Open
Description
Describe the bug
Nvidia A10 GPU node with AKS Ubuntu image ran into stuck state (2000+ times slower) after running CUDA for several minutes
To Reproduce
- Create AKS cluster (version >= 2.9.0)
- Create A10 node pool with "Ubuntu 22.04.5 LTS / 5.15.0-1081-azure" image
- Logon to the A10 node by "kubectl debug node/xxx", with container "mcr.microsoft.com/mirror/nvcr/nvidia/cuda:12.1.1-cudnn8-runtime-ubuntu22.04"
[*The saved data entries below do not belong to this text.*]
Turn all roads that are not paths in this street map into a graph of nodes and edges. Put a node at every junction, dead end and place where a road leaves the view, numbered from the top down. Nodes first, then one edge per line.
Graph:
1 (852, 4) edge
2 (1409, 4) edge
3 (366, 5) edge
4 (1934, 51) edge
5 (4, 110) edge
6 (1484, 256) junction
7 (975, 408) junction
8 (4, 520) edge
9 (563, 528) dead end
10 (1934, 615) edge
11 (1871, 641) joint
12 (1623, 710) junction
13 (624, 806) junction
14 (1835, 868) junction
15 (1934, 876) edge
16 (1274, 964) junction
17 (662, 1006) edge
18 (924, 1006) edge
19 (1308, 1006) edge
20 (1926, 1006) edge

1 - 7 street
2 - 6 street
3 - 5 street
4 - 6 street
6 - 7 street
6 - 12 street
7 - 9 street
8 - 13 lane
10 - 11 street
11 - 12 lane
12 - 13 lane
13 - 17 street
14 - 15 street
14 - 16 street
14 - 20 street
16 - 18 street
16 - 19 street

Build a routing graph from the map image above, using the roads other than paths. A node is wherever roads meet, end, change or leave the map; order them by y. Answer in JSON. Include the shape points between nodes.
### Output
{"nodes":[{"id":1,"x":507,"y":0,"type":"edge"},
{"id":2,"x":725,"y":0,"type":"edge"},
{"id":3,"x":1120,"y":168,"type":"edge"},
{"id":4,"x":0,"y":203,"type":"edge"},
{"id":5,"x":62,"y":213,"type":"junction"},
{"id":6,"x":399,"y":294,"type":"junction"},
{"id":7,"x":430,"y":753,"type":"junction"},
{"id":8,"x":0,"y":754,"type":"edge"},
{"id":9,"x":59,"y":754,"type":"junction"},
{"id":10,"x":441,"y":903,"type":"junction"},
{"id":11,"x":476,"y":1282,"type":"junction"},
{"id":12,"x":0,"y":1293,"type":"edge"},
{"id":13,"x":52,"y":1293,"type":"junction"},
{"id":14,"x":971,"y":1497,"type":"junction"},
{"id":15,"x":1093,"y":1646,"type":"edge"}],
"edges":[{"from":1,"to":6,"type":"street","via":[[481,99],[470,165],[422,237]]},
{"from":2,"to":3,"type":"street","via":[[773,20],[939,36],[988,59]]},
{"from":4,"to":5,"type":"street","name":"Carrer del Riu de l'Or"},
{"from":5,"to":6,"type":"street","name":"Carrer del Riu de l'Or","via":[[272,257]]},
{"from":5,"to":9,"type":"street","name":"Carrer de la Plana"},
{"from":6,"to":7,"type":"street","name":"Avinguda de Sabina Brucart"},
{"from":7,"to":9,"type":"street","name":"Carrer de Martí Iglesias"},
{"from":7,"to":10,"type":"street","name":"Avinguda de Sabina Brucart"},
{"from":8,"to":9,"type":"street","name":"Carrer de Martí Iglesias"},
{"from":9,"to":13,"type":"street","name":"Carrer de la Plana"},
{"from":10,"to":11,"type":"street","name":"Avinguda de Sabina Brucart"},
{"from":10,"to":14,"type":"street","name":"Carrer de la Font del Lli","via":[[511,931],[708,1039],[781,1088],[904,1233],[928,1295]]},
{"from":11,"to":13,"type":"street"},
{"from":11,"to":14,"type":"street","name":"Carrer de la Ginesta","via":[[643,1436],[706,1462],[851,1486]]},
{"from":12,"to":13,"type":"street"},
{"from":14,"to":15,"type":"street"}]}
- Install below packages under this container:
apt update
apt install vim
apt install python3
apt install pip
pip install numpy
pip install torch
- Use vim to create a python file called "pytorch_test.py" and paste below code into it:
import torch
import torch.nn as nn
import datetime
import time
# Set device to GPU
device = torch.device('cuda')
# Define a simple neural network model
class SimpleModel(nn.Module):
def __init__(self):
super(SimpleModel, self).__init__()
self.fc1 = nn.Linear(1000, 500)
self.fc2 = nn.Linear(500, 10)
def forward(self, x):
x = torch.relu(self.fc1(x))
x = self.fc2(x)
return x
# Create the model and move it to the GPU
model = SimpleModel().to(device)
# Create a random input tensor
input_tensor = torch.randn(64, 1000).to(device)
for i in range(1800):
print(f"[{datetime.datetime.now()}] Torch running - loop {i}")
for j in range(1000):
output = model(input_tensor)
time.sleep(1)
- Run the pytorch code by command "python3 pytorch_test.py"
You will see the code running and printing timestamp for each loop, and each loop takes less than 1 second
Expected behavior
The code can continue running for at least several days
Actual behavior
After 7~20mins, the running be suddenly super slow, with each loop taking nearly 1 min, almost stuck.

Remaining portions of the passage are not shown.